Mais le vieil homme du désert était insaisissable. On le signalait dans le Nord, près des premiers postes de contrôle du désert. Quand on allait voir, il avait disparu. Puis on parlait de lui encore, cette fois sur la côte, au Rio de Oro, à Ifni. Naturellement, avec les Espagnols, il avait la partie belle ! Que faisait-on, là-bas, à El Aaiun, à Tarfaya, à cap Juby ? Son coup fait, le vieux cheikh, rusé comme un renard, retournait avec ses guerriers sur son « territoire », là-bas, au sud du Draa, dans la Saguiet el Hamra, dans sa « forteresse » de Smara. Impossible de l’en déloger. Et puis il y avait le mystère, la superstition. Combien d’hommes avaient pu traverser cette région ? Tandis qu’il chevauchait aux côtés des officiers, l’observateur se souvenait du voyage de Camille Douls, en 1887. Le récit de sa rencontre avec Ma el Aïnine, devant son palais de Smara : vêtu de son grand haïk bleu ciel, coiffé de son haut turban blanc, le cheikh s’était approché jusqu’à lui, il l’avait regardé longuement. Douls était prisonnier des Maures, les vêtements en haillons, le visage meurtri par la fatigue et par le soleil, mais Ma el Aïnine l’avait regardé sans haine, sans mépris. C’était ce regard long, ce silence, qui duraient encore, qui avaient fait frissonner l’observateur, chaque fois qu’il avait pensé à Ma el Aïnine. Mais il était peut-être le seul à avoir senti cela, en lisant autrefois le récit de Douls. « Un fanatique », disaient les officiers, « un sauvage, qui ne pense qu’à piller et à tuer, à mettre à feu et à sang les provinces du Sud, comme en 1904, quand Coppolani avait été assassiné dans le Tagant, comme en août 1905, quand Mauchamp avait été assassiné à Oujda. »
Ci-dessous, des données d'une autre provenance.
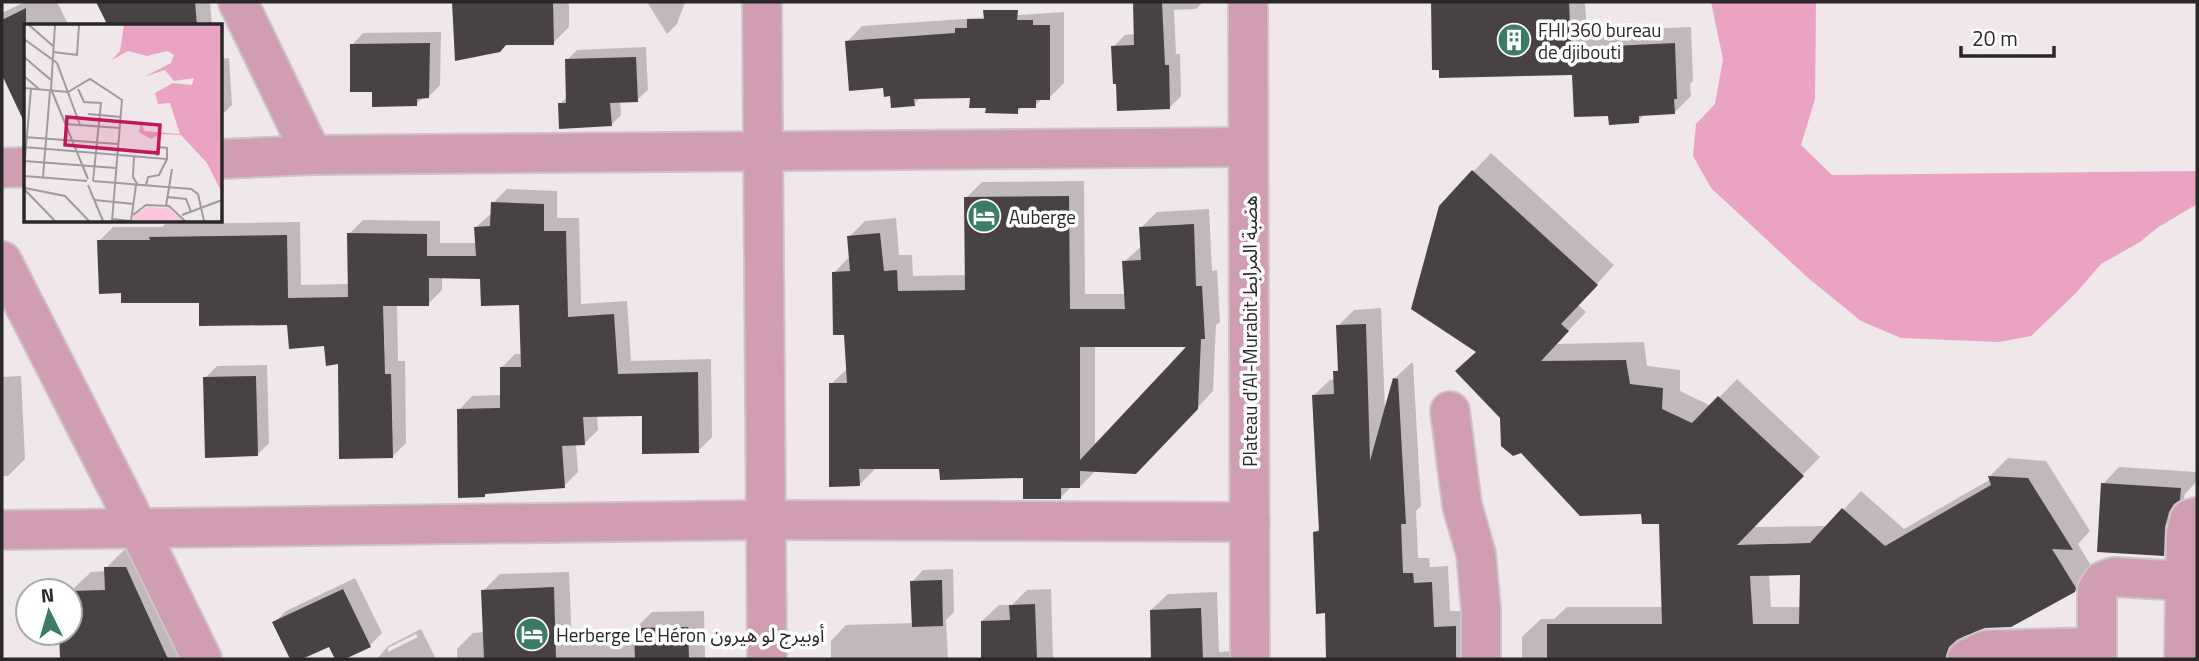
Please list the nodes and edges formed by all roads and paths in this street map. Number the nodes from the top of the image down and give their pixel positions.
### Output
1 (238, 2) edge
2 (762, 2) edge
3 (1248, 2) edge
4 (1248, 147) junction
5 (764, 153) junction
6 (312, 155) junction
7 (222, 159) edge
8 (24, 167) edge
9 (2, 168) edge
10 (2, 261) edge
11 (1450, 411) dead end
12 (2197, 517) edge
13 (766, 520) junction
14 (1250, 522) junction
15 (138, 528) junction
16 (2, 530) edge
17 (2185, 581) junction
18 (2097, 653) edge
19 (202, 659) edge
20 (767, 659) edge
21 (1250, 659) edge
22 (1481, 659) edge
23 (1967, 659) edge
24 (2184, 659) edge

1 - 6 street
2 - 5 street
3 - 4 street, Plateau d'Al-Murabit هضبة المرابط
4 - 5 street
4 - 14 street, Plateau d'Al-Murabit هضبة المرابط
5 - 6 street
5 - 13 street
6 - 7 street
8 - 9 street
10 - 15 street
11 - 22 street
12 - 17 street
13 - 14 street
13 - 15 street
13 - 20 street
14 - 21 street, Plateau d'Al-Murabit هضبة المرابط
15 - 16 street
15 - 19 street
17 - 18 street
17 - 24 street
18 - 23 street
Pourtant, chaque jour, tandis qu’il marchait avec les officiers, l’observateur sentait en lui cette inquiétude, cette appréhension qu’il ne pouvait comprendre. C’est comme s’il redoutait de rencontrer tout à coup, au détour d’une colline, dans la crevasse d’un ru sec, le regard du grand cheikh, seul au milieu du désert.